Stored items
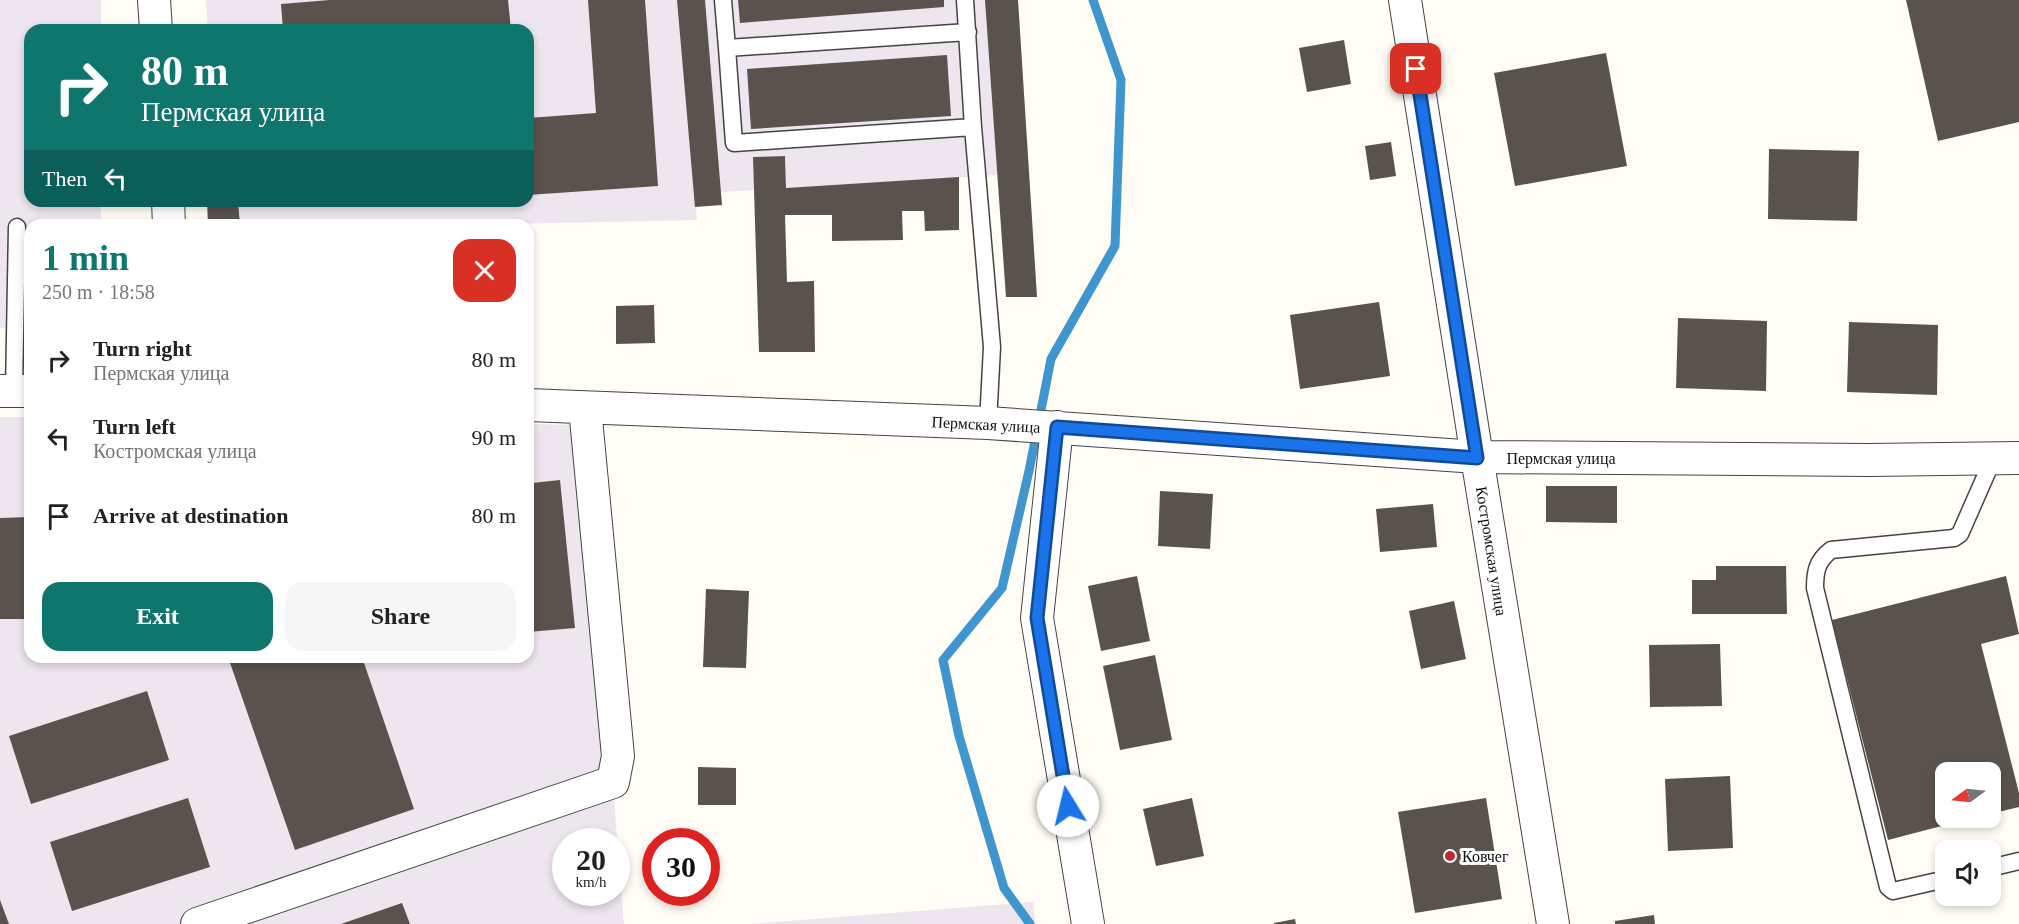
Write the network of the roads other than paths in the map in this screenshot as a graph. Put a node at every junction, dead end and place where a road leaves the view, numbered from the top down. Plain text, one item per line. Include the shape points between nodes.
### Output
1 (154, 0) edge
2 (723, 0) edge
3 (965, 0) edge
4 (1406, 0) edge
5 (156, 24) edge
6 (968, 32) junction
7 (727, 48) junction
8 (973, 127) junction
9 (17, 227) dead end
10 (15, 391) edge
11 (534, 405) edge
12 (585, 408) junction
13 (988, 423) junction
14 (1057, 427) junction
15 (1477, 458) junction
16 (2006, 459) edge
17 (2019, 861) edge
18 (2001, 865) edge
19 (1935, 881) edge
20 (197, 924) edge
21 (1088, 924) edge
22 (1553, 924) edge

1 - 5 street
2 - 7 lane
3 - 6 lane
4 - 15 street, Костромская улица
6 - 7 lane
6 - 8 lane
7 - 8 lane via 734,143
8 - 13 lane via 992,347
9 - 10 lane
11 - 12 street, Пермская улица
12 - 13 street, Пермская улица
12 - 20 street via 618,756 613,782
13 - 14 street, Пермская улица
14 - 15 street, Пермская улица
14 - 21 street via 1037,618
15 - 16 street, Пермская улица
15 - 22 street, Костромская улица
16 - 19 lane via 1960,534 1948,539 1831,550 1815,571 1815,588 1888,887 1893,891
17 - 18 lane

## WHAT THE TASK REQUIRES
Down to the last line, set down the data above exactly, and omit all images.

## RESPONSE TO THIS EXERCISE
Write the network of the roads other than paths in the map in this screenshot as a graph. Put a node at every junction, dead end and place where a road leaves the view, numbered from the top down. Plain text, one item per line. Include the shape points between nodes.
### Output
1 (154, 0) edge
2 (723, 0) edge
3 (965, 0) edge
4 (1406, 0) edge
5 (156, 24) edge
6 (968, 32) junction
7 (727, 48) junction
8 (973, 127) junction
9 (17, 227) dead end
10 (15, 391) edge
11 (534, 405) edge
12 (585, 408) junction
13 (988, 423) junction
14 (1057, 427) junction
15 (1477, 458) junction
16 (2006, 459) edge
17 (2019, 861) edge
18 (2001, 865) edge
19 (1935, 881) edge
20 (197, 924) edge
21 (1088, 924) edge
22 (1553, 924) edge

1 - 5 street
2 - 7 lane
3 - 6 lane
4 - 15 street, Костромская улица
6 - 7 lane
6 - 8 lane
7 - 8 lane via 734,143
8 - 13 lane via 992,347
9 - 10 lane
11 - 12 street, Пермская улица
12 - 13 street, Пермская улица
12 - 20 street via 618,756 613,782
13 - 14 street, Пермская улица
14 - 15 street, Пермская улица
14 - 21 street via 1037,618
15 - 16 street, Пермская улица
15 - 22 street, Костромская улица
16 - 19 lane via 1960,534 1948,539 1831,550 1815,571 1815,588 1888,887 1893,891
17 - 18 lane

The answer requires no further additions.